No way. Something more than just a big fire happened in this pan. We let the one below go well into the night, and someone even broke out some bags of fancy (super hot) hardwood and still no real damage to the pans. These two had only a very slight, barely noticeable bend between their adjoining side panels. Big spoon, little spoon. Whatever made that carnage above happen had to have been pretty serious.










One of the same pans, a few weeks later. Still no damage.


----------



## k2andcannoli (Feb 28, 2012)

I made my own flat pack pit out of 12 ga. mild steel, 4 pieces total, packs 24"x12"×1" and cost me about $40 for the steel remnants and a cut off wheel...sure its heavy and dirty, but it's made to hold campfires and last forever. I was suspicious of those pits when I first saw them on here. Aluminum and heat don't work well together.


----------



## DidNotWinLottery (Mar 6, 2018)

Our fire was MUCH smaller then either of these, and far less then the photo above. Sides melted in minutes.




bcpnick said:


> No way.
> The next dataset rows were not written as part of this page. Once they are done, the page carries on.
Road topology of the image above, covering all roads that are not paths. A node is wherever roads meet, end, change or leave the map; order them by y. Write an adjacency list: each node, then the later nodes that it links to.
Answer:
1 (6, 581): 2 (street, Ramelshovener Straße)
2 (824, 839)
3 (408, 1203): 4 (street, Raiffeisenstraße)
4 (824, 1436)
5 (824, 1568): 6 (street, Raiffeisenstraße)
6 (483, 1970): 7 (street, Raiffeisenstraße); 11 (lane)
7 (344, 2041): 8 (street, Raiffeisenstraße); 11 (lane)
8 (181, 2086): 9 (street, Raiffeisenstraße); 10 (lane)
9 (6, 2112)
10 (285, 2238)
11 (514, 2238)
Something more than just a big fire happened in this pan. We let the one below go well into the night, and someone even broke out some bags of fancy (super hot) hardwood and still no real damage to the pans. These two had only a very slight, barely noticeable bend between their adjoining side panels. Big spoon, little spoon. Whatever made that carnage above happen had to have been pretty serious.
> 
> View attachment 59043
> 
> ...


----------



## sarahkonamojo (May 20, 2004)

Accelerant?


----------



## DidNotWinLottery (Mar 6, 2018)

Nope, did not bring any this time due to space and dry conditions. Frankly it does not take much to start a fire in these.


----------



## MT4Runner (Apr 6, 2012)

Wind in camp?

Was the fire entirely covering the sides? 
As aluminum is such a good conductor, I wonder if the fire was heating up the entire side...one spot was hotter than the rest, but it couldn't dissipate heat.
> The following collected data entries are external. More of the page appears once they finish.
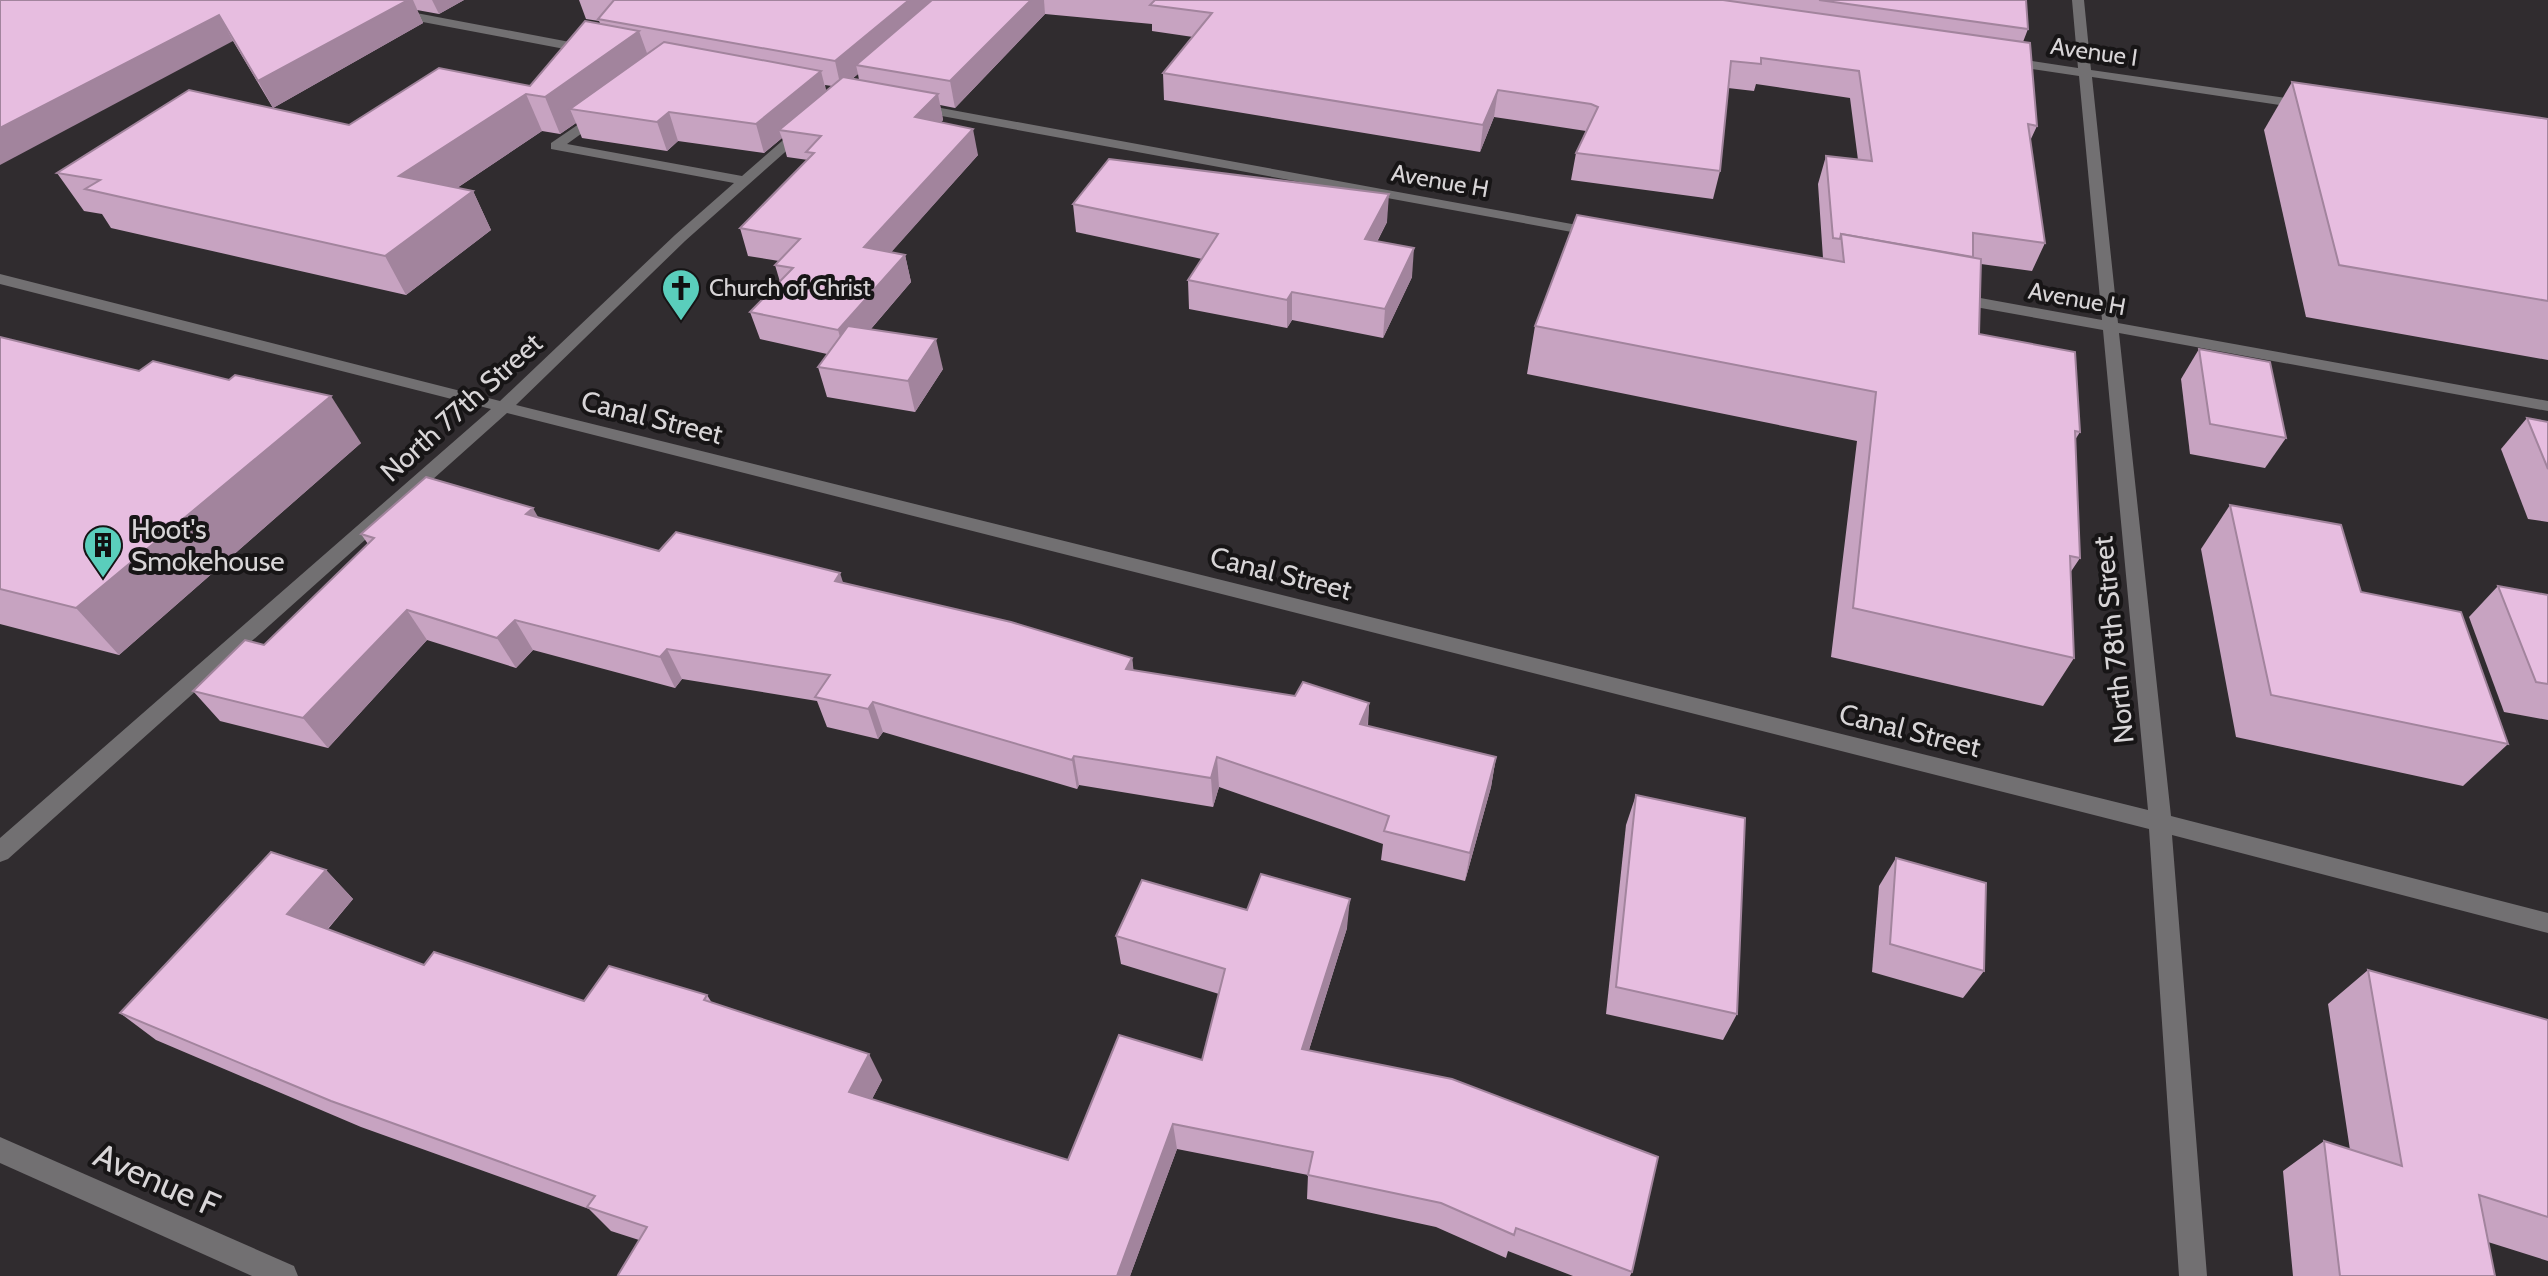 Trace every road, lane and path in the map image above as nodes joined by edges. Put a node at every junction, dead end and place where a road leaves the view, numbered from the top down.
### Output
1 (2078, 0) edge
2 (383, 11) edge
3 (613, 54) edge
4 (1991, 59) edge
5 (2084, 73) junction
6 (616, 102) edge
7 (892, 103) edge
8 (2327, 108) edge
9 (812, 123) edge
10 (745, 181) junction
11 (1610, 235) edge
12 (0, 279) edge
13 (1938, 295) edge
14 (2110, 327) junction
15 (2548, 406) edge
16 (502, 409) junction
17 (2160, 821) junction
18 (0, 852) edge
19 (2548, 923) edge
20 (0, 1150) edge
21 (284, 1276) edge
22 (2193, 1276) edge

1 - 5 street, North 78th Street
2 - 3 street
4 - 5 street, Avenue I
5 - 8 street, Avenue I
5 - 14 street, North 78th Street
6 - 10 street
7 - 11 street, Avenue H
9 - 10 street, North 77th Street
10 - 16 street, North 77th Street
12 - 16 street, Canal Street
13 - 14 street, Avenue H
14 - 15 street, Avenue H
14 - 17 street, North 78th Street
16 - 17 street, Canal Street
16 - 18 street, North 77th Street
17 - 19 street, Canal Street
17 - 22 street, North 78th Street
20 - 21 street, Avenue F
I've had some very hot fires in mine, even including wood hanging over the sides...but never so large it engulfed the entire pit, so I assume it was always able to cool itself off.


----------



## DidNotWinLottery (Mar 6, 2018)

A slight breeze, not too extreme. One side is not melted or damaged, fire mostly covered one end, not the melted one


----------



## seantana (Mar 5, 2015)

How big is the log on the left of the picture? Looks pretty decent sized, and still smoking. Was that laying across the side burning? I just bought a pop up pit and plan to baptize it next week, avoiding this is high on my list of shit.


----------



## DidNotWinLottery (Mar 6, 2018)

Yes, log on the ground was removed, was the culprit. Maybe 24"x8"x5"?


----------



## yesimapirate (Oct 18, 2010)

Dang. I'd be interested to hear what the pop pit people's opinion on the matter. I wonder if it was a combo of heat AND weight. I've put mine thru some pretty high heat situations, but I do my best to not rest the wood on the sides.


----------



## Electric-Mayhem (Jan 19, 2004)

I've had some pretty decent sized fires in mine with logs hanging over the sides too. There are some slight bend in the side panels but no indication of melting. We did fires every night of a MFS/Main trip earlier this year and I used it on a couple other trips with great success.

Not sure what happened with yours DNWL...but in my experience with mine its far from a typical occurance. Seems like a combination of factors came together to cause it.

I'll admit that I do get kinda paranoid about how people treat mine and I'm always sort of watching what people do with it. Whatever small amount of stress that provides is certainly offset by how compact and lightweight this is and how thoroughly it burns the wood down.


----------



## MT4Runner (Apr 6, 2012)

Electric-Mayhem said:


> Whatever small amount of stress that provides is certainly offset by how compact and lightweight this is and how thoroughly it burns the wood down.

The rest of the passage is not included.